(INPUT begins)

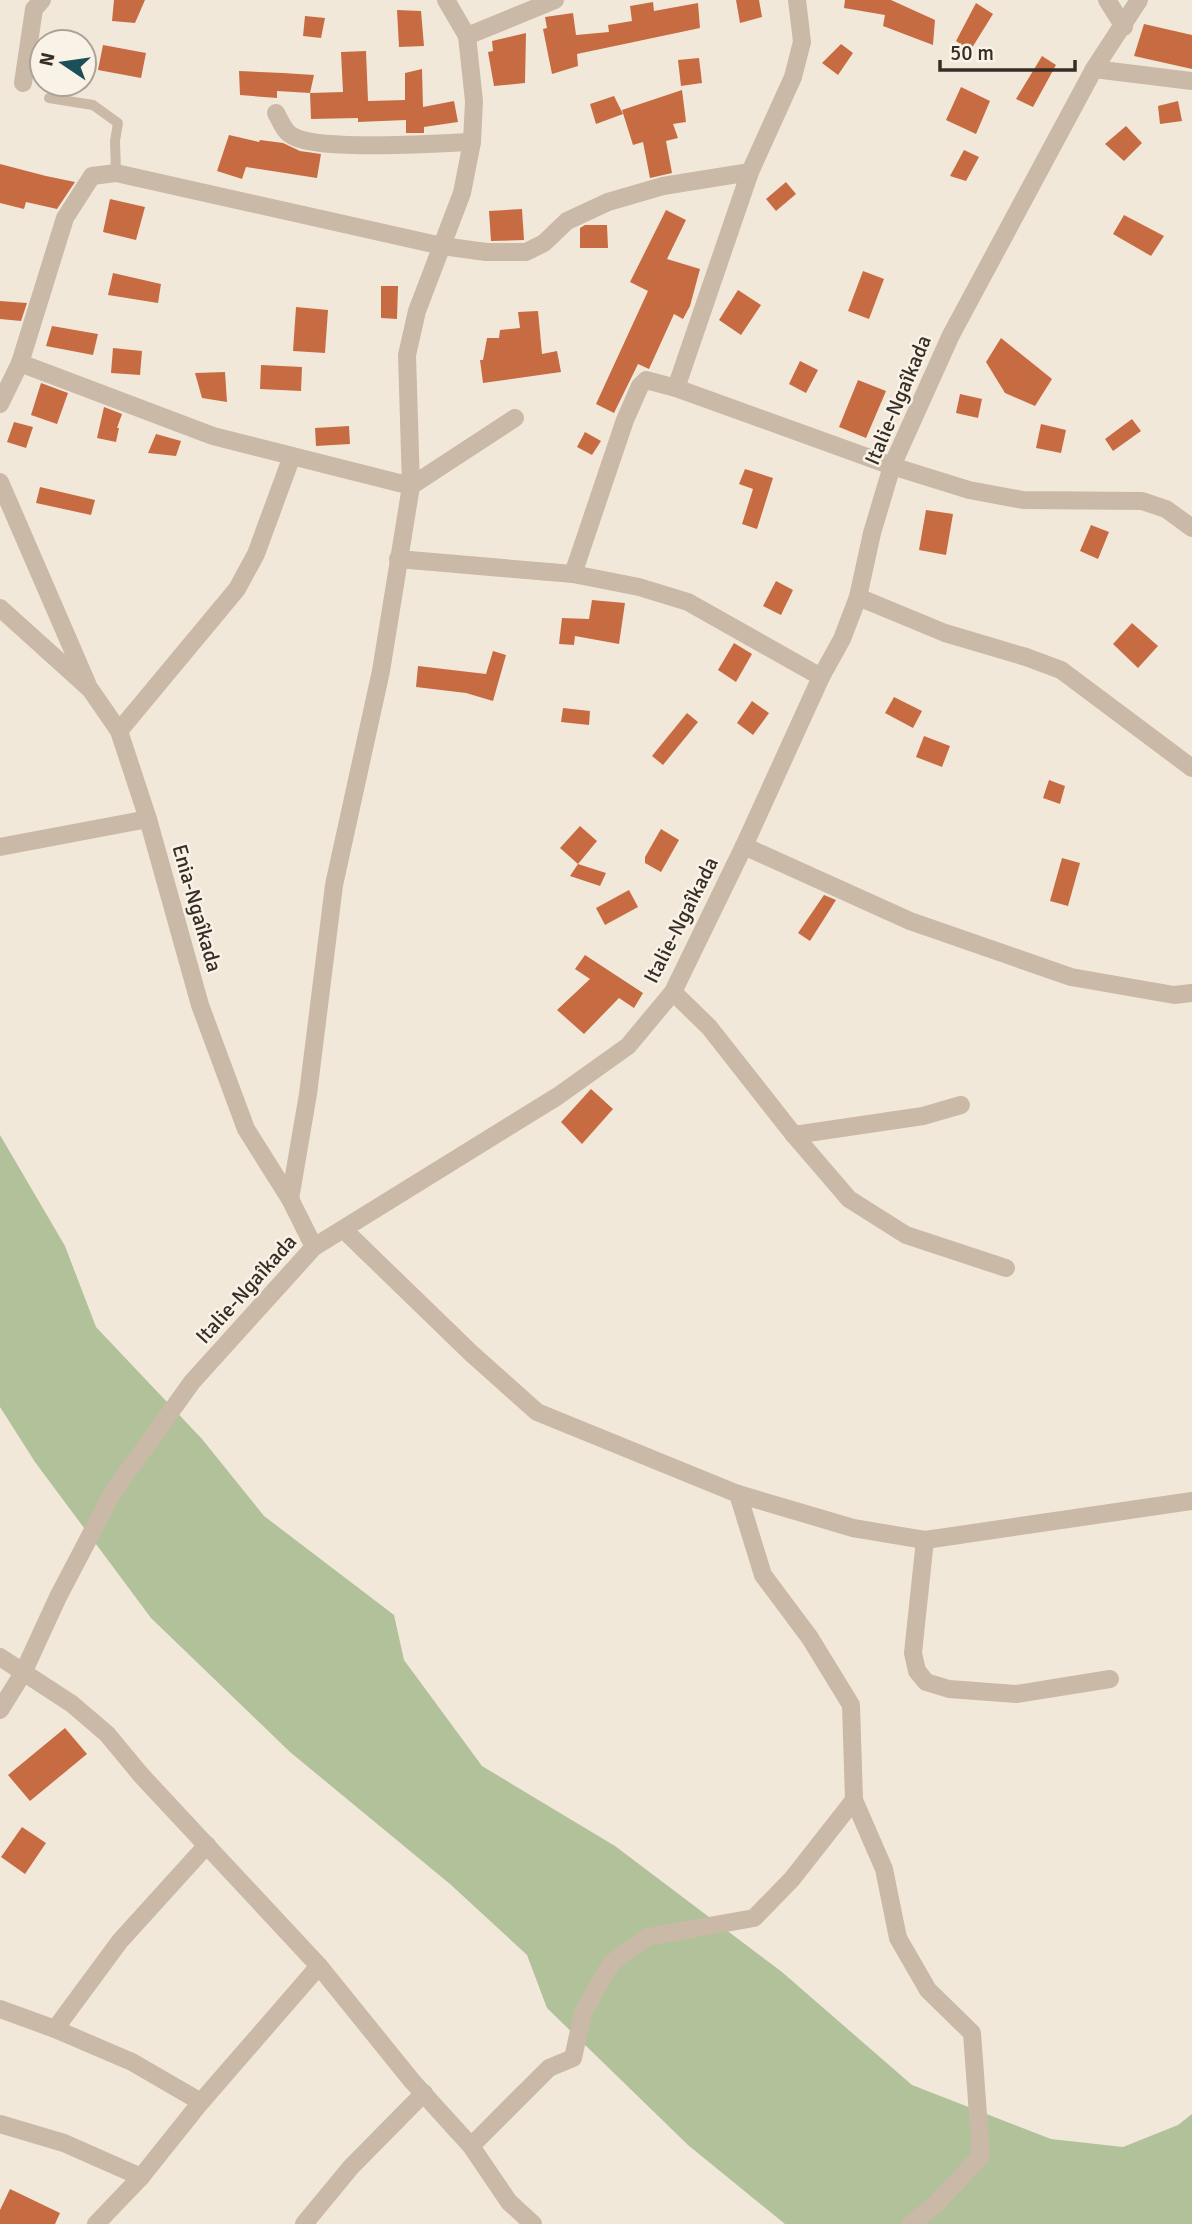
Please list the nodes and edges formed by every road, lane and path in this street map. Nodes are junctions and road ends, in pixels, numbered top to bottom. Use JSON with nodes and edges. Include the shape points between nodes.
{"nodes":[{"id":1,"x":42,"y":0,"type":"edge"},
{"id":2,"x":446,"y":0,"type":"edge"},
{"id":3,"x":555,"y":0,"type":"edge"},
{"id":4,"x":797,"y":0,"type":"edge"},
{"id":5,"x":1108,"y":0,"type":"edge"},
{"id":6,"x":1139,"y":0,"type":"edge"},
{"id":7,"x":1124,"y":27,"type":"junction"},
{"id":8,"x":467,"y":36,"type":"junction"},
{"id":9,"x":1094,"y":69,"type":"junction"},
{"id":10,"x":1192,"y":81,"type":"edge"},
{"id":11,"x":23,"y":83,"type":"dead end"},
{"id":12,"x":49,"y":98,"type":"dead end"},
{"id":13,"x":276,"y":113,"type":"dead end"},
{"id":14,"x":472,"y":142,"type":"junction"},
{"id":15,"x":750,"y":172,"type":"junction"},
{"id":16,"x":116,"y":173,"type":"junction"},
{"id":17,"x":442,"y":246,"type":"junction"},
{"id":18,"x":20,"y":363,"type":"junction"},
{"id":19,"x":676,"y":388,"type":"junction"},
{"id":20,"x":0,"y":404,"type":"edge"},
{"id":21,"x":515,"y":418,"type":"dead end"},
{"id":22,"x":292,"y":456,"type":"junction"},
{"id":23,"x":892,"y":466,"type":"junction"},
{"id":24,"x":0,"y":482,"type":"edge"},
{"id":25,"x":411,"y":485,"type":"junction"},
{"id":26,"x":1192,"y":528,"type":"edge"},
{"id":27,"x":398,"y":559,"type":"junction"},
{"id":28,"x":573,"y":574,"type":"junction"},
{"id":29,"x":858,"y":597,"type":"junction"},
{"id":30,"x":0,"y":608,"type":"edge"},
{"id":31,"x":821,"y":677,"type":"junction"},
{"id":32,"x":89,"y":690,"type":"junction"},
{"id":33,"x":119,"y":732,"type":"junction"},
{"id":34,"x":1192,"y":768,"type":"edge"},
{"id":35,"x":148,"y":819,"type":"junction"},
{"id":36,"x":744,"y":846,"type":"junction"},
{"id":37,"x":0,"y":847,"type":"edge"},
{"id":38,"x":673,"y":992,"type":"junction"},
{"id":39,"x":1192,"y":993,"type":"edge"},
{"id":40,"x":961,"y":1105,"type":"dead end"},
{"id":41,"x":794,"y":1135,"type":"junction"},
{"id":42,"x":290,"y":1199,"type":"junction"},
{"id":43,"x":344,"y":1230,"type":"junction"},
{"id":44,"x":314,"y":1247,"type":"junction"},
{"id":45,"x":1006,"y":1268,"type":"dead end"},
{"id":46,"x":738,"y":1494,"type":"junction"},
{"id":47,"x":1192,"y":1502,"type":"edge"},
{"id":48,"x":925,"y":1540,"type":"junction"},
{"id":49,"x":0,"y":1657,"type":"edge"},
{"id":50,"x":23,"y":1674,"type":"junction"},
{"id":51,"x":1111,"y":1679,"type":"dead end"},
{"id":52,"x":0,"y":1710,"type":"edge"},
{"id":53,"x":854,"y":1801,"type":"junction"},
{"id":54,"x":207,"y":1845,"type":"junction"},
{"id":55,"x":319,"y":1966,"type":"junction"},
{"id":56,"x":0,"y":2010,"type":"edge"},
{"id":57,"x":55,"y":2029,"type":"junction"},
{"id":58,"x":424,"y":2093,"type":"junction"},
{"id":59,"x":201,"y":2102,"type":"junction"},
{"id":60,"x":0,"y":2124,"type":"edge"},
{"id":61,"x":471,"y":2146,"type":"junction"},
{"id":62,"x":141,"y":2177,"type":"junction"},
{"id":63,"x":96,"y":2224,"type":"edge"},
{"id":64,"x":304,"y":2224,"type":"edge"},
{"id":65,"x":533,"y":2224,"type":"edge"},
{"id":66,"x":911,"y":2224,"type":"edge"}],
"edges":[{"from":1,"to":11,"type":"street","via":[[34,9]]},
{"from":2,"to":8,"type":"street"},
{"from":3,"to":8,"type":"street"},
{"from":4,"to":15,"type":"street","via":[[802,42],[793,77]]},
{"from":5,"to":7,"type":"street"},
{"from":6,"to":7,"type":"street","name":"Italie-Ngaîkada"},
{"from":7,"to":9,"type":"street","name":"Italie-Ngaîkada"},
{"from":8,"to":14,"type":"street","via":[[474,102]]},
{"from":9,"to":10,"type":"street"},
{"from":9,"to":23,"type":"street","name":"Italie-Ngaîkada","via":[[951,335]]},
{"from":12,"to":16,"type":"lane","via":[[93,104],[118,122]]},
{"from":13,"to":14,"type":"street","via":[[288,134],[301,141],[342,145]]},
{"from":14,"to":17,"type":"street","via":[[462,193]]},
{"from":15,"to":17,"type":"street","via":[[663,186],[608,202],[568,221],[526,252]]},
{"from":15,"to":19,"type":"street"},
{"from":16,"to":17,"type":"street"},
{"from":16,"to":18,"type":"street","via":[[92,176],[65,218]]},
{"from":17,"to":25,"type":"street","via":[[417,311],[407,355]]},
{"from":18,"to":20,"type":"street"},
{"from":18,"to":22,"type":"street","via":[[214,436]]},
{"from":19,"to":23,"type":"street"},
{"from":19,"to":28,"type":"street","via":[[646,380],[640,386]]},
{"from":21,"to":25,"type":"street"},
{"from":22,"to":25,"type":"street"},
{"from":22,"to":33,"type":"street","via":[[256,554],[237,589]]},
{"from":23,"to":26,"type":"street","via":[[969,490],[1023,500],[1142,501],[1166,509]]},
{"from":23,"to":29,"type":"street","name":"Italie-Ngaîkada"},
{"from":24,"to":32,"type":"street"},
{"from":25,"to":27,"type":"street"},
{"from":27,"to":28,"type":"street"},
{"from":27,"to":42,"type":"street","via":[[382,671],[334,885]]},
{"from":28,"to":31,"type":"street","via":[[688,602]]},
{"from":29,"to":31,"type":"street","name":"Italie-Ngaîkada"},
{"from":29,"to":34,"type":"street","via":[[945,634],[1062,670]]},
{"from":30,"to":32,"type":"street","name":"Enia-Ngaîkada"},
{"from":31,"to":36,"type":"street","name":"Italie-Ngaîkada"},
{"from":32,"to":33,"type":"street","name":"Enia-Ngaîkada"},
{"from":33,"to":35,"type":"street","name":"Enia-Ngaîkada"},
{"from":35,"to":37,"type":"street"},
{"from":35,"to":42,"type":"street","name":"Enia-Ngaîkada","via":[[200,1005],[246,1129]]},
{"from":36,"to":38,"type":"street","name":"Italie-Ngaîkada"},
{"from":36,"to":39,"type":"street","via":[[911,921],[1071,977],[1174,995]]},
{"from":38,"to":41,"type":"street","via":[[709,1027]]},
{"from":38,"to":43,"type":"street","name":"Italie-Ngaîkada","via":[[628,1045],[568,1089]]},
{"from":40,"to":41,"type":"street","via":[[923,1116]]},
{"from":41,"to":45,"type":"street","via":[[849,1199],[906,1235]]},
{"from":42,"to":44,"type":"street","name":"Enia-Ngaîkada"},
{"from":43,"to":44,"type":"street","name":"Italie-Ngaîkada"},
{"from":43,"to":46,"type":"street","via":[[537,1412]]},
{"from":44,"to":50,"type":"street","name":"Italie-Ngaîkada","via":[[192,1382],[113,1492]]},
{"from":46,"to":48,"type":"street","via":[[853,1528]]},
{"from":46,"to":53,"type":"street","via":[[762,1575],[810,1638],[851,1705]]},
{"from":47,"to":48,"type":"street"},
{"from":48,"to":51,"type":"street","via":[[913,1653],[926,1682],[950,1689],[1016,1694]]},
{"from":49,"to":50,"type":"street"},
{"from":50,"to":52,"type":"street","name":"Italie-Ngaîkada"},
{"from":50,"to":54,"type":"street","via":[[72,1704],[107,1734]]},
{"from":53,"to":61,"type":"street","via":[[792,1879],[754,1918],[647,1937],[611,1964],[583,2013],[573,2059],[549,2067]]},
{"from":53,"to":66,"type":"street","via":[[884,1869],[898,1938],[928,1990],[972,2033],[981,2156]]},
{"from":54,"to":55,"type":"street"},
{"from":54,"to":57,"type":"street","via":[[120,1941]]},
{"from":55,"to":58,"type":"street"},
{"from":55,"to":59,"type":"street"},
{"from":56,"to":57,"type":"street"},
{"from":57,"to":59,"type":"street","via":[[132,2062]]},
{"from":58,"to":61,"type":"street"},
{"from":58,"to":64,"type":"street","via":[[351,2167]]},
{"from":59,"to":62,"type":"street"},
{"from":60,"to":62,"type":"street","via":[[64,2143]]},
{"from":61,"to":65,"type":"street","via":[[509,2202]]},
{"from":62,"to":63,"type":"street"}]}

(INPUT ends)

* EXERCISE GOAL: Lines above that contain the string "lane" make up the answer.

* SOLUTION TO THE PROBLEM:
Please list the nodes and edges formed by every road, lane and path in this street map. Nodes are junctions and road ends, in pixels, numbered top to bottom. Use JSON with nodes and edges. Include the shape points between nodes.
{"from":12,"to":16,"type":"lane","via":[[93,104],[118,122]]},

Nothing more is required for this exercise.